REQUIREMENT: In your copy, each record should read exactly as it does below, and no pictures should be present.
+--
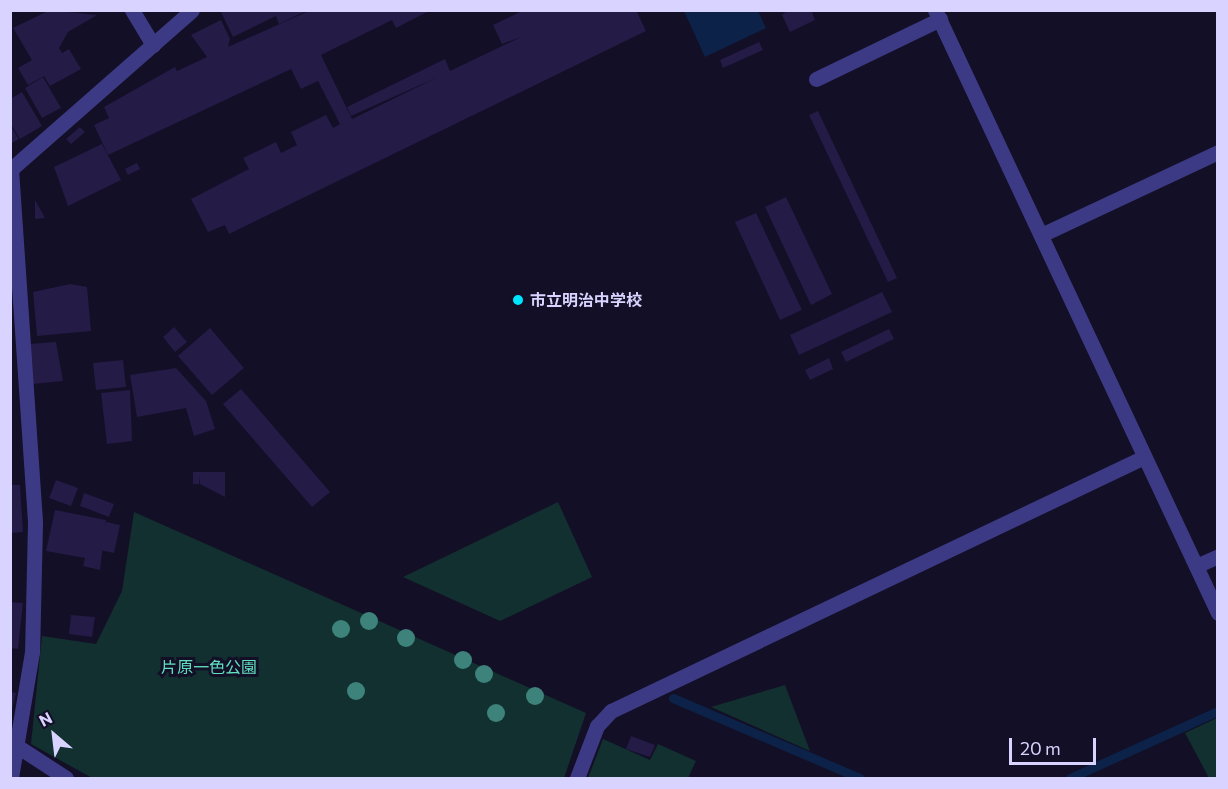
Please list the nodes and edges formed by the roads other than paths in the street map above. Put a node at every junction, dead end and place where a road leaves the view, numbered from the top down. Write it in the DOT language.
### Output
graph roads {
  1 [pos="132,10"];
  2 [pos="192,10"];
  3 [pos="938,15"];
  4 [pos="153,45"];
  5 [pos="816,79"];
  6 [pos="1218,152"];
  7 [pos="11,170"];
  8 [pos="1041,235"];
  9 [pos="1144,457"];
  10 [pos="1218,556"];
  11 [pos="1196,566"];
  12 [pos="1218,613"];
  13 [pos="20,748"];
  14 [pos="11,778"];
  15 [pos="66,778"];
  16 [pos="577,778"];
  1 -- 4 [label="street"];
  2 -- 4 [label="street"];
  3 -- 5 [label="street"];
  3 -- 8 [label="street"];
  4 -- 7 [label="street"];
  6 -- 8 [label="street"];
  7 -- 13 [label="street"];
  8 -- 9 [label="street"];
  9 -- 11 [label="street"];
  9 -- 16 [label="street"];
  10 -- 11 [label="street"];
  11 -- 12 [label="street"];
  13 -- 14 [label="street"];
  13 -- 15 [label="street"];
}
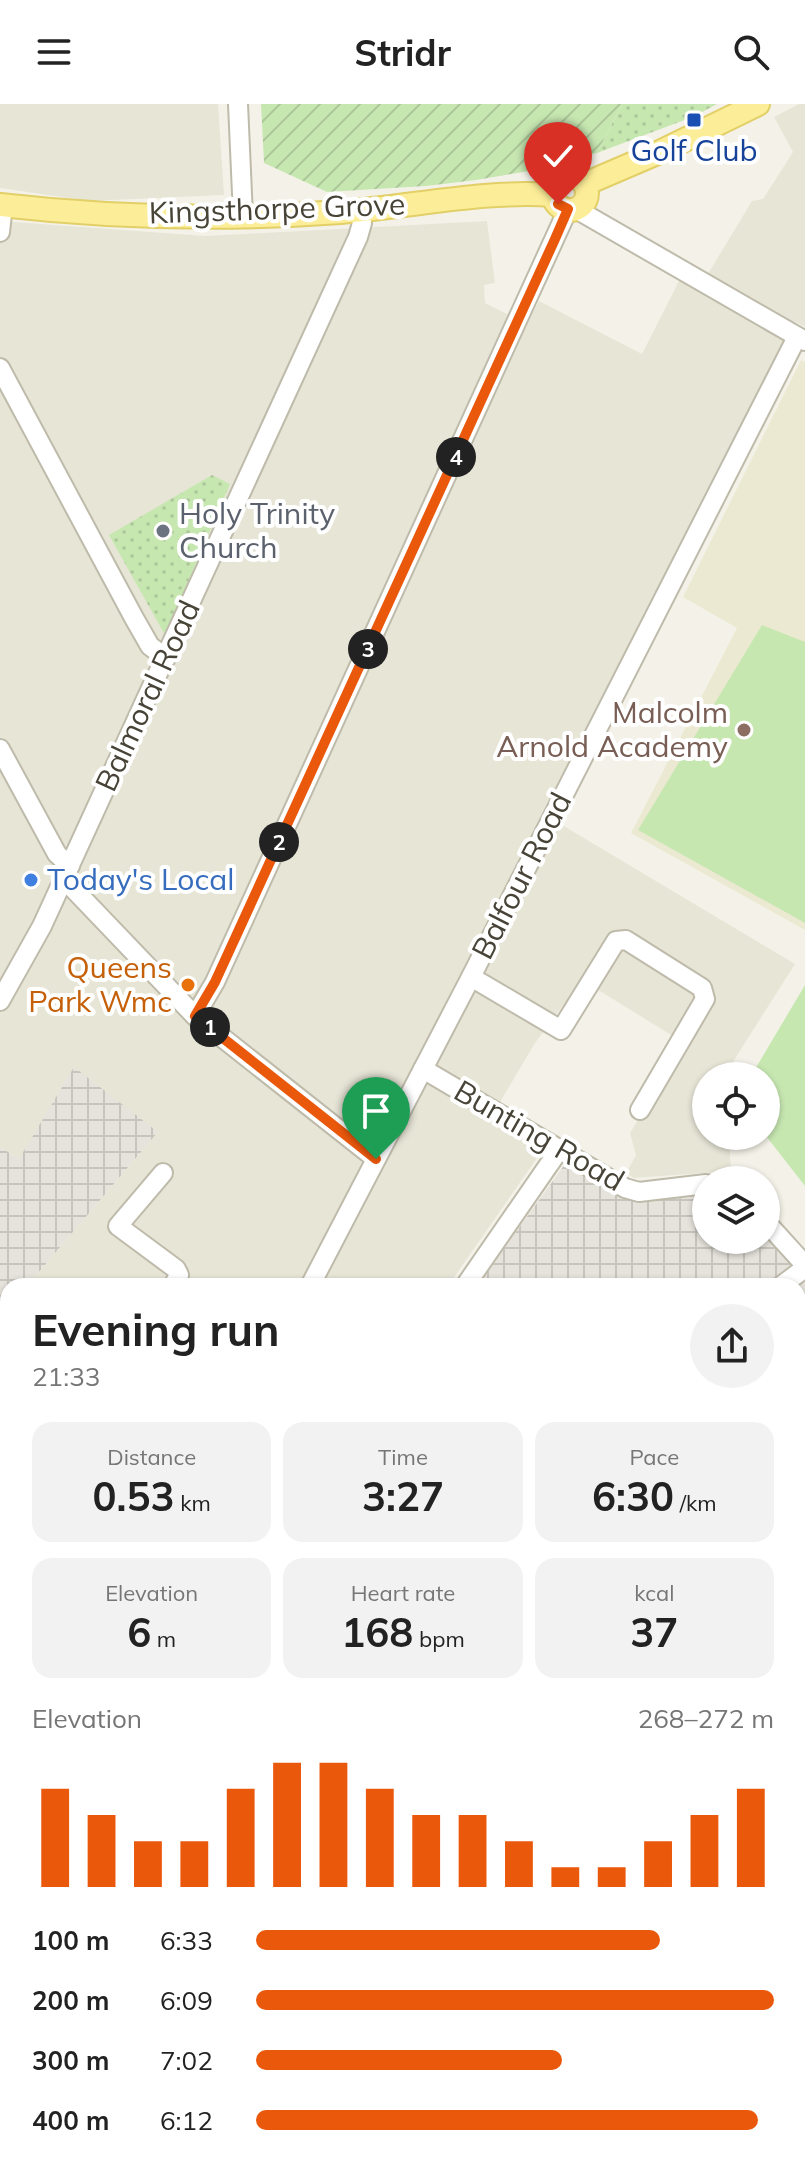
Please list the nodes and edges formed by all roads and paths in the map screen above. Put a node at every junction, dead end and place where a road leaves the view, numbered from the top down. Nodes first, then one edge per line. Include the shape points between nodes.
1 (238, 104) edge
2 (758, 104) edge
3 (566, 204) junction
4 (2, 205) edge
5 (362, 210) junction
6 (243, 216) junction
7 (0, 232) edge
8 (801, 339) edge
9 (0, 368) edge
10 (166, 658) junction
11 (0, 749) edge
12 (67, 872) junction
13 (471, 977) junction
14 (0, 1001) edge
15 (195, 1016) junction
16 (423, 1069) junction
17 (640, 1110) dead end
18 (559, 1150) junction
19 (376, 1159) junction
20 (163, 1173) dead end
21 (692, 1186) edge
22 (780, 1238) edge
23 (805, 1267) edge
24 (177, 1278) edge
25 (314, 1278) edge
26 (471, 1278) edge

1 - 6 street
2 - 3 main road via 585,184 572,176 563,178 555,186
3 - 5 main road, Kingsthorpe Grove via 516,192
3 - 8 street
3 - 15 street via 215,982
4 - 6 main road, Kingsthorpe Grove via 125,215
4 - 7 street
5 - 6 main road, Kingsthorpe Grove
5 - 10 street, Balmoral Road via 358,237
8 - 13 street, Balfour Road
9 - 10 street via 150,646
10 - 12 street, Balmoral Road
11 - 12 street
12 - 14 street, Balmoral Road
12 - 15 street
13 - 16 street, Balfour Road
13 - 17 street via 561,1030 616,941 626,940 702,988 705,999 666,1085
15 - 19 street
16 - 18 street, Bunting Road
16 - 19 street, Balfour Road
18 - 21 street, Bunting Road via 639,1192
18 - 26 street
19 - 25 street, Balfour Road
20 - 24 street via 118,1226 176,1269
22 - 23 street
+--
EXERCISE ANSWER:
Please list the nodes and edges formed by the roads other than paths in the street map above. Put a node at every junction, dead end and place where a road leaves the view, numbered from the top down. Write it in the DOT language.
### Output
graph roads {
  1 [pos="132,10"];
  2 [pos="192,10"];
  3 [pos="938,15"];
  4 [pos="153,45"];
  5 [pos="816,79"];
  6 [pos="1218,152"];
  7 [pos="11,170"];
  8 [pos="1041,235"];
  9 [pos="1144,457"];
  10 [pos="1218,556"];
  11 [pos="1196,566"];
  12 [pos="1218,613"];
  13 [pos="20,748"];
  14 [pos="11,778"];
  15 [pos="66,778"];
  16 [pos="577,778"];
  1 -- 4 [label="street"];
  2 -- 4 [label="street"];
  3 -- 5 [label="street"];
  3 -- 8 [label="street"];
  4 -- 7 [label="street"];
  6 -- 8 [label="street"];
  7 -- 13 [label="street"];
  8 -- 9 [label="street"];
  9 -- 11 [label="street"];
  9 -- 16 [label="street"];
  10 -- 11 [label="street"];
  11 -- 12 [label="street"];
  13 -- 14 [label="street"];
  13 -- 15 [label="street"];
}
Please list the nodes and edges formed by all roads and paths in the map screen above. Put a node at every junction, dead end and place where a road leaves the view, numbered from the top down. Nodes first, then one edge per line. Include the shape points between nodes.
1 (238, 104) edge
2 (758, 104) edge
3 (566, 204) junction
4 (2, 205) edge
5 (362, 210) junction
6 (243, 216) junction
7 (0, 232) edge
8 (801, 339) edge
9 (0, 368) edge
10 (166, 658) junction
11 (0, 749) edge
12 (67, 872) junction
13 (471, 977) junction
14 (0, 1001) edge
15 (195, 1016) junction
16 (423, 1069) junction
17 (640, 1110) dead end
18 (559, 1150) junction
19 (376, 1159) junction
20 (163, 1173) dead end
21 (692, 1186) edge
22 (780, 1238) edge
23 (805, 1267) edge
24 (177, 1278) edge
25 (314, 1278) edge
26 (471, 1278) edge

1 - 6 street
2 - 3 main road via 585,184 572,176 563,178 555,186
3 - 5 main road, Kingsthorpe Grove via 516,192
3 - 8 street
3 - 15 street via 215,982
4 - 6 main road, Kingsthorpe Grove via 125,215
4 - 7 street
5 - 6 main road, Kingsthorpe Grove
5 - 10 street, Balmoral Road via 358,237
8 - 13 street, Balfour Road
9 - 10 street via 150,646
10 - 12 street, Balmoral Road
11 - 12 street
12 - 14 street, Balmoral Road
12 - 15 street
13 - 16 street, Balfour Road
13 - 17 street via 561,1030 616,941 626,940 702,988 705,999 666,1085
15 - 19 street
16 - 18 street, Bunting Road
16 - 19 street, Balfour Road
18 - 21 street, Bunting Road via 639,1192
18 - 26 street
19 - 25 street, Balfour Road
20 - 24 street via 118,1226 176,1269
22 - 23 street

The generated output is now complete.